Associations of Sleep Duration and Screen Time with Incidence of Overweight in European Children: The IDEFICS/I.Family Cohort

Type Article

Journal Article


V. Guzmán; L. Lissner; L. Arvidsson; A. Hebestreit; A. Solea; F. Lauria; J. Kaprio; L. A. Reisch; L. Moreno; R. Felső; S. de Henauw; T. Veidebaum; W. Ahrens; M. Hunsberger

Year of publication



Obes Facts








INTRODUCTION: Over the past decades, children have been increasingly using screen devices, while at the same time their sleep duration has decreased. Both behaviors have been associated with excess weight, and it is possible they act as mutually reinforcing behaviors for weight gain. The aim of the study was to explore independent, prospective associations of screen time and sleep duration with incident overweight in a sample of European children. METHODS: Data from 4,285 children of the IDEFICS/I.Family cohort who were followed up from 2009/2010 to 2013/2014 were analyzed. Hours per day of screen time and of sleep duration were reported by parents at baseline. Logistic regression analyses were carried out in separate and mutually adjusted models controlled for sex, age, European country region, parental level of education, and baseline BMI z-scores. RESULTS: Among normal weight children at baseline (N = 3,734), separate models suggest that every hour increase in screen time and every hour decrease in sleep duration were associated with higher odds of the child becoming overweight or obese at follow-up (OR = 1.16, 95% CI: 1.02-1.32 and OR = 1.23, 95% CI: 1.05-1.43, respectively).
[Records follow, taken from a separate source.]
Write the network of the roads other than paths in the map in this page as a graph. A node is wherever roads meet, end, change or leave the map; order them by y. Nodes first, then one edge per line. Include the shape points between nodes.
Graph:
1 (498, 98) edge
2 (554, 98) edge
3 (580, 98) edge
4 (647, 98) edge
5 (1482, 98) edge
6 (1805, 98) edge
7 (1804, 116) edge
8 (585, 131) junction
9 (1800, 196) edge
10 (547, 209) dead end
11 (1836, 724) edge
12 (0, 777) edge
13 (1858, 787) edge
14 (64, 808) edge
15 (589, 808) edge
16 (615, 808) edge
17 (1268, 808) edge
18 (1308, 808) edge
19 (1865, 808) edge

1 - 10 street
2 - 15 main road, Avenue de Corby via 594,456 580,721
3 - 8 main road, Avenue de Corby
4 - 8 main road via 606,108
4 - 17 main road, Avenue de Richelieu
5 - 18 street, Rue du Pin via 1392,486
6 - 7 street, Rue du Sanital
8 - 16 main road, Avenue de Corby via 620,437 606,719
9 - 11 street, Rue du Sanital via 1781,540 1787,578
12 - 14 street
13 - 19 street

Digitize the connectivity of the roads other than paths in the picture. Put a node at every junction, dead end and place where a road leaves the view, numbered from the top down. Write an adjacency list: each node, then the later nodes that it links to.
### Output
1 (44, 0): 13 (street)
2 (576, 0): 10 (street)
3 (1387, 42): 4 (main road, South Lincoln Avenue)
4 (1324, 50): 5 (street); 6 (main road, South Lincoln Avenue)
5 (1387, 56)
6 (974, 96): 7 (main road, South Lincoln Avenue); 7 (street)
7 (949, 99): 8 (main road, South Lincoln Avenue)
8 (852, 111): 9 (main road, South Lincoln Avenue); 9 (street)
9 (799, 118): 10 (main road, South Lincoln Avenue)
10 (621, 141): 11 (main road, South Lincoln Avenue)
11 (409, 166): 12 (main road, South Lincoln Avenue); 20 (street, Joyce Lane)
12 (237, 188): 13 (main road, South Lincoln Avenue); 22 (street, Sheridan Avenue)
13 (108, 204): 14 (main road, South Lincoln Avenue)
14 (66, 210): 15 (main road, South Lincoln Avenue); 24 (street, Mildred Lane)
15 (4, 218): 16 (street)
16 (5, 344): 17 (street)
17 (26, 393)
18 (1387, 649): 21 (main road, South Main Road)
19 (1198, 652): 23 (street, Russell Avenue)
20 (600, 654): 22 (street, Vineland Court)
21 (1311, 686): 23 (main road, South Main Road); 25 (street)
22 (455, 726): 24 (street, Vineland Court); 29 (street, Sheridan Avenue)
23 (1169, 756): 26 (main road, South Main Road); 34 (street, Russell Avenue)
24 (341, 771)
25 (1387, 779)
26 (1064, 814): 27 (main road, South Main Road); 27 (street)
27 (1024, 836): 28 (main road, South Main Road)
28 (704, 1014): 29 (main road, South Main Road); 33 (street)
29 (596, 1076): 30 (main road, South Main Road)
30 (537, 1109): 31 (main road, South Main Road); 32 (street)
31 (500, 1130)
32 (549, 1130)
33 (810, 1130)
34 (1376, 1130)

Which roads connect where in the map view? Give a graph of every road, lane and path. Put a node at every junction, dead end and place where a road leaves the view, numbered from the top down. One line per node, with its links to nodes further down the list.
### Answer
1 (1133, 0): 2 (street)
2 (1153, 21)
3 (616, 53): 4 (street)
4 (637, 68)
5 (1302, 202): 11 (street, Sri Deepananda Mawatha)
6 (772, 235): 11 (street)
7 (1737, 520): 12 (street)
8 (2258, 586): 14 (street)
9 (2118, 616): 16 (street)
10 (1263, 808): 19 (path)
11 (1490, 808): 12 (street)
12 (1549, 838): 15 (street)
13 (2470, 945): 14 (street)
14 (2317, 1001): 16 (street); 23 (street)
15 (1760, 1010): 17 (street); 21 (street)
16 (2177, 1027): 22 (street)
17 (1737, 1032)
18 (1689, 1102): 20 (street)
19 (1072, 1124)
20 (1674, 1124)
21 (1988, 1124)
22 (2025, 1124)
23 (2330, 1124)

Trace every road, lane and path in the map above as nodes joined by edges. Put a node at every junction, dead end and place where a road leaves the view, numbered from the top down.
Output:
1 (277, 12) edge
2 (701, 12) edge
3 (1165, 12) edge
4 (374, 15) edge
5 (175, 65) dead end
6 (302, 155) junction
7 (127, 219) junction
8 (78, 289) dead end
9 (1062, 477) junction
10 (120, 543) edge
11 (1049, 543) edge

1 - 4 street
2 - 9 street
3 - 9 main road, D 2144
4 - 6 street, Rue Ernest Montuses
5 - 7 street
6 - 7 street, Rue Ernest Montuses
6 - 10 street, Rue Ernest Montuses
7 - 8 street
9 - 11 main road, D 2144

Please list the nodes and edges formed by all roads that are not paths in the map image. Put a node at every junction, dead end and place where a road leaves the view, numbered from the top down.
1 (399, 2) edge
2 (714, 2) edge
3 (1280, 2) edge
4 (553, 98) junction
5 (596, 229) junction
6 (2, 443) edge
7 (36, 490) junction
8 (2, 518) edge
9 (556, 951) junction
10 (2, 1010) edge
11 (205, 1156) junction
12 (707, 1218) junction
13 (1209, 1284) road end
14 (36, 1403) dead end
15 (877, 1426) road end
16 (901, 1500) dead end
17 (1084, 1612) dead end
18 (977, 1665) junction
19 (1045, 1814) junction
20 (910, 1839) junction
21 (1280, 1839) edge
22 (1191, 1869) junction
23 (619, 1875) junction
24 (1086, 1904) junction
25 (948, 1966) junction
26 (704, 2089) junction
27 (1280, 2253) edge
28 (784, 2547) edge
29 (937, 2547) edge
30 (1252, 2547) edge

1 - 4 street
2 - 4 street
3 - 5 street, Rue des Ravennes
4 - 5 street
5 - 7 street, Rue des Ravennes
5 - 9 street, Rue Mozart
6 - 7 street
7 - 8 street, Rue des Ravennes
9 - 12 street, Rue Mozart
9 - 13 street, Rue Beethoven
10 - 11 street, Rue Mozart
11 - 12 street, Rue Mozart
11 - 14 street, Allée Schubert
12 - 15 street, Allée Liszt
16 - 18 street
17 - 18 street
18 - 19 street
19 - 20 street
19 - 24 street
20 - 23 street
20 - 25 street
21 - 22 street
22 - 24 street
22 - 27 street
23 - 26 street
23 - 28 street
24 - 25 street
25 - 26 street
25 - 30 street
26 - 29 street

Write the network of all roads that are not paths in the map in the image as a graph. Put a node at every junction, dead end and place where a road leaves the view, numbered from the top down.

In the mutually adjusted model, both associations were attenuated slightly ( screen time OR = 1.13, 95% CI: 0.99-1.28; sleep duration OR = 1.20, 95% CI: 1.03-1.40), being consistently somewhat stronger for sleep duration. DISCUSSION/CONCLUSION: Both screen time and sleep duration increased the incidence of overweight or obesity by 13-20%. Interventions that include an emphasis on adequate sleep and minimal screen time are needed to establish their causal role in the prevention of overweight and obesity among European children.